§ Data records
•••

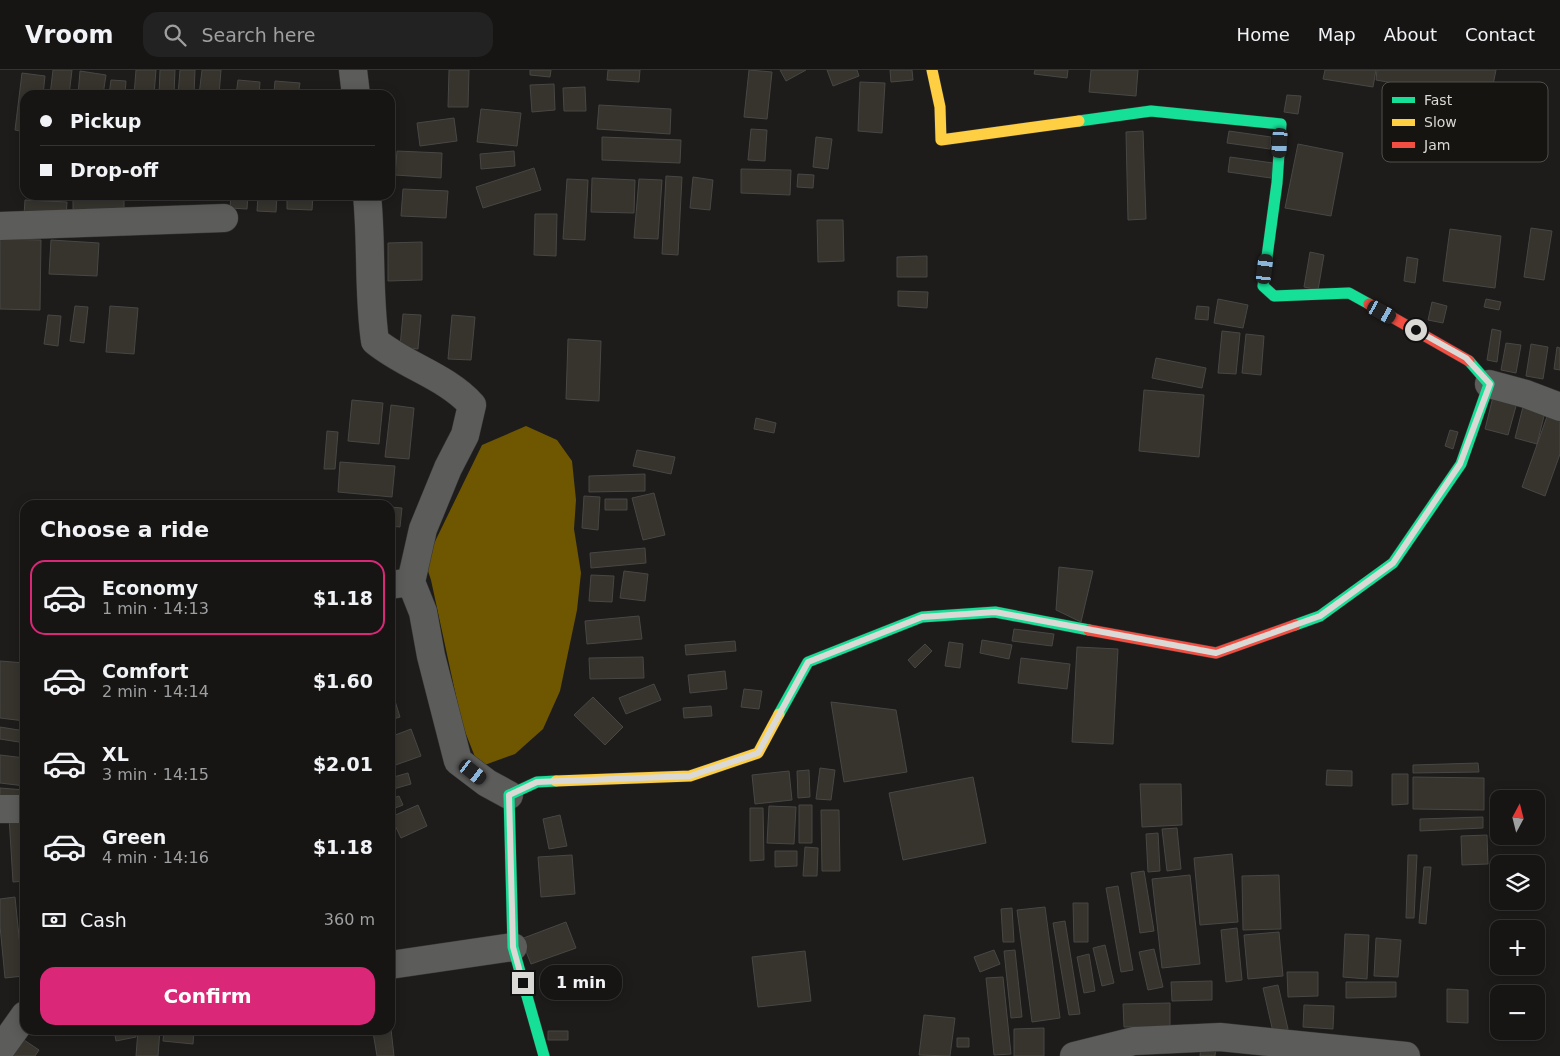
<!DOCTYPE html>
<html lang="en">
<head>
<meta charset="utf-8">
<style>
	body { margin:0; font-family:"DejaVu Sans",sans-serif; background:#232222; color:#f1f3f6; height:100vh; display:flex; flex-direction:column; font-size:19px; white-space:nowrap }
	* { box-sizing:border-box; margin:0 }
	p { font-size:16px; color:#9e9fa0 }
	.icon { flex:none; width:28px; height:28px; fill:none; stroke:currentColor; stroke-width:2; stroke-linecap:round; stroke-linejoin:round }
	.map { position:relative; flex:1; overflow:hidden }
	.side { position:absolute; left:20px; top:430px; width:375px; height:535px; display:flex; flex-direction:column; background:#161514; border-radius:15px; box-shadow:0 2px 12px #0003,0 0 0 1px #353434 }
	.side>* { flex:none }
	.banner { position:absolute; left:20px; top:20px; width:375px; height:110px; border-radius:15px; box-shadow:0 2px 12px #0003,0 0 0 1px #353434; display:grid; align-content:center; height:110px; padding:0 20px; background:#161514 }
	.needle { width:32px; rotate:7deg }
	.tools { position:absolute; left:1490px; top:720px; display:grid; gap:10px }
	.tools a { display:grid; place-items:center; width:55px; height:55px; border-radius:10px; background:#161514; box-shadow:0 2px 12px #0003,0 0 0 1px #353434; font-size:25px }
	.end { position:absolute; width:22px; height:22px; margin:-11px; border:6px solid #dad9d6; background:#111; box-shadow:0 0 0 2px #111 }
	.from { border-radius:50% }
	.bubble { position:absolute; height:35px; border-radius:15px; background:#161514; box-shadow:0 2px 12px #0003,0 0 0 1px #353434; font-size:16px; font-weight:700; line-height:35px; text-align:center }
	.car { position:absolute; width:15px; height:30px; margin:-15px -8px; border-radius:6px; box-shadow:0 0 4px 1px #0007; background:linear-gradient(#222 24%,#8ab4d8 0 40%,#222 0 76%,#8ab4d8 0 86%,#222 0) }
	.banner b { display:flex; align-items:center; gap:18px; height:48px; font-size:19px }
	.banner b+b { border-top:1px solid #353434 }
	.banner i { width:12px; height:12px; background:#f1f3f6 }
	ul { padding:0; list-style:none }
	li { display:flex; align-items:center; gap:15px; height:75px; margin:0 10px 8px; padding:0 10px; border:2px solid transparent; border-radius:15px }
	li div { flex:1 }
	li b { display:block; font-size:19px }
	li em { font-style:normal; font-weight:700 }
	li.current { border-color:#db2777 }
	li>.icon { width:45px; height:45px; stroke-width:1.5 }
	h2 { padding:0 20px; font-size:22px; line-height:60px }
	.pay { display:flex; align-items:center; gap:12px; height:55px; padding:0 20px; font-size:19px }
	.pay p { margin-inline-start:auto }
	.action { display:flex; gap:10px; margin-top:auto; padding:10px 20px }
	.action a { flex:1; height:58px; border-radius:15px; background:#db2777; color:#fff; font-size:20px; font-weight:700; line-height:58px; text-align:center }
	header { display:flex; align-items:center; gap:30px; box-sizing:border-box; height:70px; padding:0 25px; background:#161514; border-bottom:1px solid #353434 }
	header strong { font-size:24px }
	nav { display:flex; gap:28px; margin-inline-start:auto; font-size:18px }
	.search { width:350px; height:45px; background:#232222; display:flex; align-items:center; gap:12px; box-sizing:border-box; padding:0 18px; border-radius:15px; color:#9e9fa0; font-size:19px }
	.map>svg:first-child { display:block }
	.water { fill:#6f5702 }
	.building { fill:#36342d; stroke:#484745 }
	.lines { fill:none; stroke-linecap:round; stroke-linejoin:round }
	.street-casing { stroke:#373635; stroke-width:29 }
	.fast-casing { stroke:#373635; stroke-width:12 }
	.slow-casing { stroke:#373635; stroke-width:12 }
	.jam-casing { stroke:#373635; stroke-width:12 }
	.street { stroke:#5c5c5b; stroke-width:28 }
	.fast { stroke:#16e098; stroke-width:11 }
	.slow { stroke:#ffcf43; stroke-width:11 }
	.jam { stroke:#f24e42; stroke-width:11 }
	.route { stroke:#dad9d6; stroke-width:6 }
	.key { fill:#151410; stroke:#504f4b; stroke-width:1 }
	.key-label { font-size:14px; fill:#dad9d6 }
</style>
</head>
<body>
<header>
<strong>Vroom</strong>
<div class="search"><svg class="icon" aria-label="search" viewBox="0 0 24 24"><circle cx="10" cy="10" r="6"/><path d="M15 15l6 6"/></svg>Search here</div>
<nav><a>Home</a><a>Map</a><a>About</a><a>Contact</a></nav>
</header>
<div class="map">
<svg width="1560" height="986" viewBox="0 0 1560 986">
	<rect width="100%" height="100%" fill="#1d1c1a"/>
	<path class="water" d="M526,356l31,14 15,21 4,39 -2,29 7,44 -4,37 -17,81 -17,38 -28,25 -36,13 -17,-43 -31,-144 -6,-18 57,-117z"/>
	<path class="building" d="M53,0h19l-3,25h-19z
		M136,0h20l-2,25h-20z
		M160,0h15l-1,25h-15z
		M180,0h15l-1,25h-16z
		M202,0h19l-2,25h-20z
		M449,0h20l-1,37h-20z
		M530,0h21l-1,7 -20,-2z
		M608,0h32l-1,12 -32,-2z
		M749,0l23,2 -5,47 -23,-2z
		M780,0h26l-20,11z
		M827,0h30l2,6 -26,10z
		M890,0h22l1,10 -22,2z
		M1035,0h33l-1,8 -33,-4z
		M1091,0h47l-2,26 -47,-4z
		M1325,0h51l-3,17 -50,-8z
		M1377,0h119l-6,30 -114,-20z
		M80,1l26,4 -3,20h-25z
		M22,3l23,3 -2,19h-18v37l-10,-2z
		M111,10l15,1 -1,14h-16z
		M238,10l22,2 -1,13h-23z
		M275,11l25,2 -2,12 -24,-2z
		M860,12l25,1 -3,50 -24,-2z
		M554,14l1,26 -23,2 -2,-27z
		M585,17l1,24h-22l-1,-23z
		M1287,25l14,1 -3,18 -14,-2z
		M599,35l72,4 -1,25 -73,-5z
		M481,39l40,4 -4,33 -40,-4z
		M454,48l3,23 -37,5 -3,-23z
		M751,59l16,1 -2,31 -17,-1z
		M1143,61l3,88 -18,1 -2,-88z
		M1229,61l42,6 -1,12 -43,-6z
		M602,67l79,3 -1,23 -78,-3z
		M816,67l16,2 -4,30 -15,-2z
		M1298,74l45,9 -12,63 -46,-8z
		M397,81l45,2 -1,25 -46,-3z
		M514,81l1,15 -34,3 -1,-15z
		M1230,87l43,6 -2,15 -43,-6z
		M534,98l7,22 -58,18 -7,-21z
		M741,99l50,1 -1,25 -49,-2z
		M798,104l16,1 -1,13 -16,-1z
		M666,106l16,1 -4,78 -16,-1z
		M693,107l20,3 -3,30 -20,-2z
		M592,108l43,2 -1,33 -43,-1z
		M567,109l21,1 -3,60 -22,-1z
		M639,109l23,1 -4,59 -24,-1z
		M403,119l45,2 -2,27 -45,-2z
		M231,125h17l-1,14 -17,-1z
		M258,125h19l-1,17 -19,-1z
		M287,125h26l-1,15 -25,-1z
		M73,127l51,1v14l-51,-1z
		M25,130l42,2 -1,16 -42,-3z
		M535,144h22l-1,42 -22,-1z
		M817,150h26l1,41 -26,1z
		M1531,158l21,3 -8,49 -20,-3z
		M1450,159l51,7 -6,52 -52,-7z
		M0,169l41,1 -1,70 -40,-1z
		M51,170l48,3 -2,33 -48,-2z
		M422,172v38l-34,1v-38z
		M1310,182l14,3 -6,35 -14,-3z
		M927,186v21h-30v-20z
		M1407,187l11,2 -3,24 -11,-2z
		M898,221l30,1 -1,16 -29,-2z
		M1218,229l30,6 -5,23 -29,-5z
		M1486,229l15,3 -2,8 -15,-3z
		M1432,232l15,4 -4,17 -15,-3z
		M75,236l13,1 -4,36 -14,-2z
		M110,236l28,2 -4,46 -28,-2z
		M1197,236l12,1 -1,13 -13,-1z
		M403,244l18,1 -3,34 -18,-2z
		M48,245l13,1 -3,30 -14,-2z
		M452,245l23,2 -4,43 -23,-1z
		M1492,259l9,2 -4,31 -10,-2z
		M1222,261l18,2 -4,41 -18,-1z
		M1246,264l18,2 -3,39 -19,-2z
		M568,269l33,2 -2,60 -33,-2z
		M1506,273l15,2 -5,28 -15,-3z
		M1531,274l17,3 -5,32 -17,-3z
		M1557,277l3,1v22l-6,-1z
		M1156,288l50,10 -4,20 -50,-10z
		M1144,320l60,5 -5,62 -60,-6z
		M1494,323l24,6 -10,36 -23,-6z
		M352,330l31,3 -4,41 -31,-3z
		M1524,333l22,5 -9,36 -22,-6z
		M391,335l23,3 -5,51 -24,-2z
		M1550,338l10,4v42l-15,42 -23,-9z
		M756,348l20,5 -2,10 -20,-4z
		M1450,360l8,2 -5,17 -8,-3z
		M327,361l11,1 -3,37h-11z
		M637,380l38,7 -4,17 -38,-8z
		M340,392l55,4 -3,31 -54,-5z
		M645,404v17l-56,1v-16z
		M654,423l11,42 -22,5 -11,-42z
		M584,426l16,1 -2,33 -16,-2z
		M605,429h22v11h-22z
		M390,437l12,1 -2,19 -10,-1z
		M645,478l1,15 -55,5 -1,-15z
		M1059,497l34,4 -12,51 -25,-12z
		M624,501l24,3 -3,27 -25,-3z
		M591,505l23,1 -2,26 -23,-1z
		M639,546l3,23 -55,5 -2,-23z
		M1014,559l40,5 -2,12 -40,-5z
		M982,570l30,5 -3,14 -29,-6z
		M735,571l1,10 -50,4 -1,-10z
		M949,572l14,2 -3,24 -15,-2z
		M925,574l7,7 -17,17 -7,-8z
		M1077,577l41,2 -5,95 -41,-2z
		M643,587l1,21 -54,1 -1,-21z
		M1021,588l49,6 -3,25 -49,-6z
		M0,591l25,2v58l-25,-3z
		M725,601l2,18 -37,4 -2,-18z
		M654,614l7,16 -35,14 -7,-16z
		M390,615l10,32 -10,3z
		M744,619l18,2 -3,18 -18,-2z
		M593,627l30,30 -18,18 -31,-30z
		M831,632l65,8 11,62 -63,10z
		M711,636l1,10 -28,2 -1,-10z
		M0,657l25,4v12l-25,-4z
		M411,659l10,27 -31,11v-30z
		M0,685l25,3v28l-25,-3z
		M1478,693l1,9 -66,1v-8z
		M820,698l15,2 -4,30 -15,-1z
		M809,700l1,27 -12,1 -1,-27z
		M1327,700l25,1v15l-26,-1z
		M789,701l3,29 -37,4 -3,-29z
		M408,703l3,11 -21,6v-12z
		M1392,704h16v30l-16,1z
		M973,707l13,66 -83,17 -14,-67z
		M1413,707l71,1v32l-71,-1z
		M1140,714h41l1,41 -40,2z
		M0,718l25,2v16l-25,-2z
		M399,726l4,9 -13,5v-11z
		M418,735l9,21 -26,12 -10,-21z
		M799,735h13v38h-13z
		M769,736l27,1 -2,37 -27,-1z
		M750,738h13l1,52 -14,1z
		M821,740h18l1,61h-18z
		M560,745l7,31 -18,3 -6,-30z
		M25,746v65l-12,1 -4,-65z
		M1483,747v11l-63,3v-12z
		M1177,758l4,41 -14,2 -5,-42z
		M1158,763l2,38 -12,1 -2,-38z
		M1487,765l1,29 -26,1 -1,-29z
		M805,777l13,1 -1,28h-14z
		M775,781h22v15l-22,1z
		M1232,784l6,68 -38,3 -6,-67z
		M572,785l3,39 -34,3 -3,-40z
		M1408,785h9l-3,63h-8z
		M1424,797h7l-5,57 -7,-1z
		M1144,801l10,60 -14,2 -9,-60z
		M1190,805l10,89 -38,4 -10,-89z
		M1279,805l2,54 -38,1 -1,-54z
		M1118,816l15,84 -12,2 -15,-84z
		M15,827l8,79 -18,2 -5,-52v-27z
		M1073,833h15v39h-14z
		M1045,837l15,111 -28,4 -15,-112z
		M1012,838l2,34h-11l-2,-33z
		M1065,851l15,93 -11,1 -16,-92z
		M566,852l10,26 -45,16 -10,-25z
		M1237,858l5,52 -16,2 -5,-52z
		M1279,862l4,44 -35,3 -4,-44z
		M1345,864l24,1 -2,44 -24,-2z
		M1376,868l25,2 -3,37 -24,-1z
		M1105,875l9,38 -12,3 -9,-38z
		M1154,879l9,38 -15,3 -9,-38z
		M994,880l6,14 -20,8 -6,-15z
		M1015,880l7,67 -11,1 -7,-67z
		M805,881l6,50 -53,6 -6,-50z
		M1089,884l6,37 -11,2 -7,-36z
		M1287,902h31v24l-30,1z
		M1003,907l8,77 -17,1 -8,-77z
		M1212,911v19l-40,1 -1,-19z
		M1346,912h50v15l-50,1z
		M1278,915l10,44 -15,3 -10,-44z
		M1447,919l21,1v33l-21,-1z
		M1170,933v24h-46l-1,-23z
		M1304,935l30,1 -1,23 -30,-2z
		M924,945l31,3 -5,38 -31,-1z
		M1044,958v28h-30v-27z
		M391,959l3,27h-17l-4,-24z
		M114,960h21l1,7 -20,4z
		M138,960h22l-2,26h-22z
		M164,960h30l-1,14 -30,-3z
		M548,961h20v9h-20z
		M21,968l18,12 -4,6h-25z
		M957,968h12v9h-12z
		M1201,975h15l-1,11h-15z"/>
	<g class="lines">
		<defs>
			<path id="street" d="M353,0l3,25
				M367,125c5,49 1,98 8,146 30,25 71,35 97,64l-7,30 -17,33 -25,61 -12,53
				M0,156l224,-8
				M1489,314l37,10 34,13
				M390,515l21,-3 12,30 8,44 27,105 29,22 22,12
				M0,739h25
				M390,895l123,-18
				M0,980l25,-35
				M1074,986l60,-15 86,-4 186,19"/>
			<path id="fast" d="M1079,51l72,-10 130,13 -4,59 -14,103 11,10 75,-3 20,11
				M1295,555l25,-9 73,-53 68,-99 28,-80 -20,-23
				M779,644l29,-52 114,-45 73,-5 94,18
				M544,986l-31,-109 -4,-152 28,-13 19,-1"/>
			<path id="slow" d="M932,0l8,37 1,33 138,-19
				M556,711l134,-5 68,-23 21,-39"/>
			<path id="jam" d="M1369,234l100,57
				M1089,560l127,23 79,-28"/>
		</defs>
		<use href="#street" class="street-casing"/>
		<use href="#fast" class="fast-casing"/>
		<use href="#slow" class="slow-casing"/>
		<use href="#jam" class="jam-casing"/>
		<use href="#street" class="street"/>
		<use href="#fast" class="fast"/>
		<use href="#slow" class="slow"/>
		<use href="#jam" class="jam"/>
	</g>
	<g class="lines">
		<path class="route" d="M523,913l-10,-36 -4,-152 28,-13 153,-6 68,-23 50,-91 114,-45 73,-5 221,41 104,-37 73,-53 67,-99 30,-80 -24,-26 -50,-28"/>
	</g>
	<rect x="1382" y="12" width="166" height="80" rx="8" class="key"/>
	<rect x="1392" y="27" width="23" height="6" fill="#16e098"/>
	<rect x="1392" y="49" width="23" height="7" fill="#ffcf43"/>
	<rect x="1392" y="72" width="23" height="6" fill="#f24e42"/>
	<g class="key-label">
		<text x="1424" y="35">Fast</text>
		<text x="1424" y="57">Slow</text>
		<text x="1424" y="80">Jam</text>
	</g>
</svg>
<div class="tools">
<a><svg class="needle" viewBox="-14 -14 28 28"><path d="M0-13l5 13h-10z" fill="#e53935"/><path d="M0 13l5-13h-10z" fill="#9e9fa0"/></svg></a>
<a><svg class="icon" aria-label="layers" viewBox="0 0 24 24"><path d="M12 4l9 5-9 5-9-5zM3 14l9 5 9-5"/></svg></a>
<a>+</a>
<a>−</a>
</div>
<i class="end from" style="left:1416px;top:260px"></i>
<i class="end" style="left:523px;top:913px"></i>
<div class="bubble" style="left:540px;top:895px;width:82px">1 min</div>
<i class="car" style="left:1280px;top:73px;rotate:184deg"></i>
<i class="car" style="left:1265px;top:199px;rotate:7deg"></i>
<i class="car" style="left:1382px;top:242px;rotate:119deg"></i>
<i class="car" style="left:473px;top:702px;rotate:128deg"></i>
<div class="banner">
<b><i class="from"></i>Pickup</b>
<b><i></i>Drop-off</b>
</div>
<section class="side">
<h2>Choose a ride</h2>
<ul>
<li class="current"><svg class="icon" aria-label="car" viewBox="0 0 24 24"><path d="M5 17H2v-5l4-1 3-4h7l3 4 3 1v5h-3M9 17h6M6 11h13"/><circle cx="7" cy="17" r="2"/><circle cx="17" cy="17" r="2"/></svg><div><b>Economy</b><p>1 min · 14:13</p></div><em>$1.18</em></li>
<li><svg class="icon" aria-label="car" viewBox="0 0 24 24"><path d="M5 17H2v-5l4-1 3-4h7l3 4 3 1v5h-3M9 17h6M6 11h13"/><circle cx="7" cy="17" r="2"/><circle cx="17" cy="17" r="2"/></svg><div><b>Comfort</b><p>2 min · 14:14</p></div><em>$1.60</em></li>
<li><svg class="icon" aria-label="car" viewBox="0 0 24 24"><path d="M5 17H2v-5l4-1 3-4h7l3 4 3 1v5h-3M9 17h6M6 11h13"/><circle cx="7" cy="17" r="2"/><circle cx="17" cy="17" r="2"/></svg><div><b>XL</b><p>3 min · 14:15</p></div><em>$2.01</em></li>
<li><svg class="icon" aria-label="car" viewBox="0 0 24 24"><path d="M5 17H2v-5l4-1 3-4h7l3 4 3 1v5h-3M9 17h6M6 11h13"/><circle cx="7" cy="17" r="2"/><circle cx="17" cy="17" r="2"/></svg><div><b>Green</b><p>4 min · 14:16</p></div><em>$1.18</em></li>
</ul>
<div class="pay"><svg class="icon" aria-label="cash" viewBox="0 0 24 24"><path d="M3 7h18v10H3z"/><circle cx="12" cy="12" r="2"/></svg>Cash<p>360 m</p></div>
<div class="action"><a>Confirm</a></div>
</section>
</div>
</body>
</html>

•••

§ About this exercise
Pull out all lines containing the word "none" from the entries above.

§ Solution to this problem
	.icon { flex:none; width:28px; height:28px; fill:none; stroke:currentColor; stroke-width:2; stroke-linecap:round; stroke-linejoin:round }
	.side>* { flex:none }
	ul { padding:0; list-style:none }
	.lines { fill:none; stroke-linecap:round; stroke-linejoin:round }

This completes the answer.